== Segment start ==

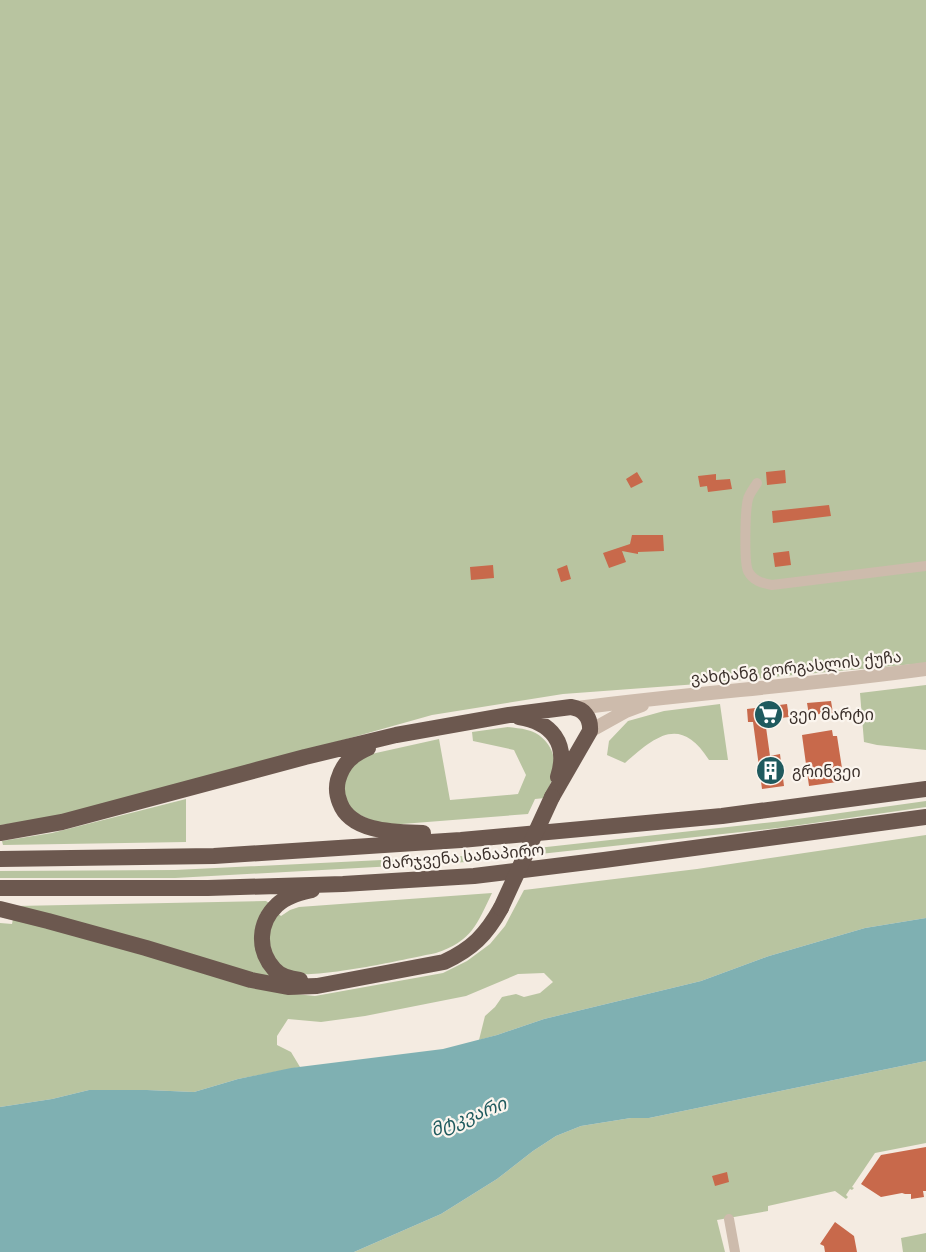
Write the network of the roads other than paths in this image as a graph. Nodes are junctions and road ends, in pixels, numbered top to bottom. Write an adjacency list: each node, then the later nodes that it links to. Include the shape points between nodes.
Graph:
1 (757, 483): 2 (street, via 748,498 745,524 747,569 759,582 772,585)
2 (926, 566)
3 (926, 669): 4 (street, ვახტანგ გორგასლის ქუჩა)
4 (670, 696): 5 (street); 9 (street, via 626,711)
5 (571, 708): 6 (highway); 8 (highway, via 554,716 551,726); 9 (highway, via 588,716 591,724)
6 (509, 715): 7 (highway); 8 (highway, via 540,722)
7 (396, 735): 13 (highway, via 62,822); 14 (highway, via 348,759 337,785 342,808 368,827)
8 (555, 736): 9 (highway, via 570,746); 11 (highway, via 562,761)
9 (587, 736): 11 (highway)
10 (926, 789): 14 (highway, მარჯვენა სანაპირო, via 722,816)
11 (552, 798): 19 (highway, bridge, via 501,908 481,938 444,962)
12 (926, 817): 16 (highway, მარჯვენა სანაპირო, via 474,876)
13 (0, 833)
14 (461, 840): 15 (highway, მარჯვენა სანაპირო, via 214,856)
15 (0, 859)
16 (343, 884): 17 (highway, მარჯვენა სანაპირო); 19 (highway, via 298,893 279,903 266,918 261,935 264,953 275,970 288,978)
17 (0, 888)
18 (0, 909): 19 (highway, via 251,980 288,987)
19 (340, 982)
20 (729, 1220): 21 (street)
21 (735, 1252)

== Segment end ==

§ TASK BRIEF
Will you set down the records word for word while leaving out every picture?

§ RESPONSE FOR THIS EXERCISE
Write the network of the roads other than paths in this image as a graph. Nodes are junctions and road ends, in pixels, numbered top to bottom. Write an adjacency list: each node, then the later nodes that it links to. Include the shape points between nodes.
Graph:
1 (757, 483): 2 (street, via 748,498 745,524 747,569 759,582 772,585)
2 (926, 566)
3 (926, 669): 4 (street, ვახტანგ გორგასლის ქუჩა)
4 (670, 696): 5 (street); 9 (street, via 626,711)
5 (571, 708): 6 (highway); 8 (highway, via 554,716 551,726); 9 (highway, via 588,716 591,724)
6 (509, 715): 7 (highway); 8 (highway, via 540,722)
7 (396, 735): 13 (highway, via 62,822); 14 (highway, via 348,759 337,785 342,808 368,827)
8 (555, 736): 9 (highway, via 570,746); 11 (highway, via 562,761)
9 (587, 736): 11 (highway)
10 (926, 789): 14 (highway, მარჯვენა სანაპირო, via 722,816)
11 (552, 798): 19 (highway, bridge, via 501,908 481,938 444,962)
12 (926, 817): 16 (highway, მარჯვენა სანაპირო, via 474,876)
13 (0, 833)
14 (461, 840): 15 (highway, მარჯვენა სანაპირო, via 214,856)
15 (0, 859)
16 (343, 884): 17 (highway, მარჯვენა სანაპირო); 19 (highway, via 298,893 279,903 266,918 261,935 264,953 275,970 288,978)
17 (0, 888)
18 (0, 909): 19 (highway, via 251,980 288,987)
19 (340, 982)
20 (729, 1220): 21 (street)
21 (735, 1252)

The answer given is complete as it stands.